“Terminal cationization of poly(N-isopropylacrylamide) brush surfaces facilitates efficient thermoresponsive control of cell adhesion and detachment”
NAKAYAMA Masamichi†*, KANNO Tomonori, TAKAHASHI Hironobu, KIKUCHI Akihiko, YAMATO Masayuki, OKANO Teruo
Science and Technology of Advanced Materials, 22(1), 481-493(2021)

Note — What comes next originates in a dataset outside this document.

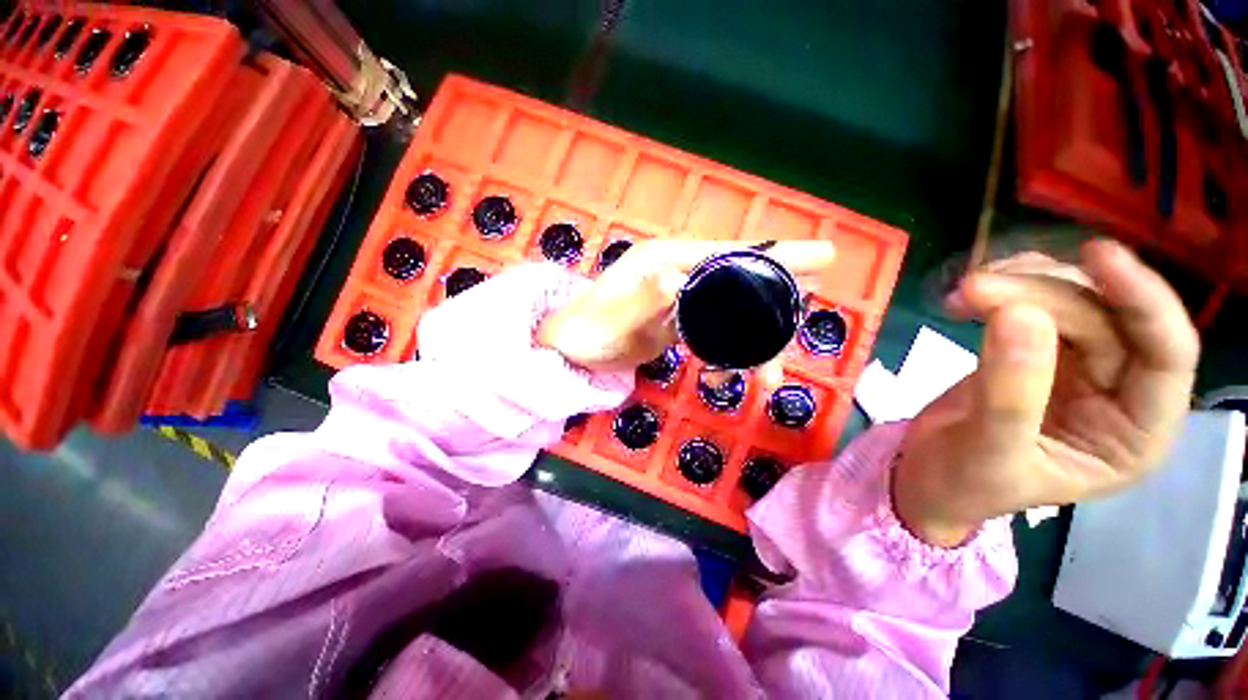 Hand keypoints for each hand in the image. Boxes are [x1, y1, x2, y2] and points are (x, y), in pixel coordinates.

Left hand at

A variety of poly(N-isopropylacrylamide) (PIPAAm)-grafted surfaces have been reported for temperature-controlled cell adhesion/detachment. However, the surfaces reported to date need further improvement to achieve good outcomes for both cell adhesion and detachment, which are inherently contradictory behaviors. This study investigated the effects of terminal cationization and length of grafted PIPAAm chains on temperature-dependent cell behavior. PIPAAm brushes with three chain lengths were constructed on glass coverslips via surface-initiated reversible addition-fragmentation chain transfer (RAFT) polymerization. Terminal substitution of the grafted PIPAAm chains with either monocationic trimethylammonium or nonionic isopropyl moieties was performed through the reduction of terminal RAFT-related groups and subsequent thiol-ene reaction with the corresponding acrylamide derivatives. Although the thermoresponsive properties of the PIPAAm brush surfaces were scarcely affected by the terminal functional moiety, the zeta potentials of the cationized PIPAAm surfaces were higher than those of the nonionized ones, both below and above the phase transition temperature of PIPAAm (30°C). When bovine endothelial cells were cultured on each surface at 37°C, the number of adherent cells decreased with longer PIPAAm. Notably, cell adhesion on the cationized PIPAAm surfaces was higher than that on the nonionized surfaces. This terminal effect on cell adhesion gradually weakened with increasing PIPAAm length. In particular, long-chain PIPAAm brushes virtually showed cell repellency even at 37°C, regardless of the termini. Interestingly, moderately long-chain PIPAAm brushes promoted cell detachment at 20°C, with negligible terminal electrostatic interruption. Consequently, both cell adhesion and detachment were successfully improved by choosing an appropriate PIPAAm length with terminal cationization.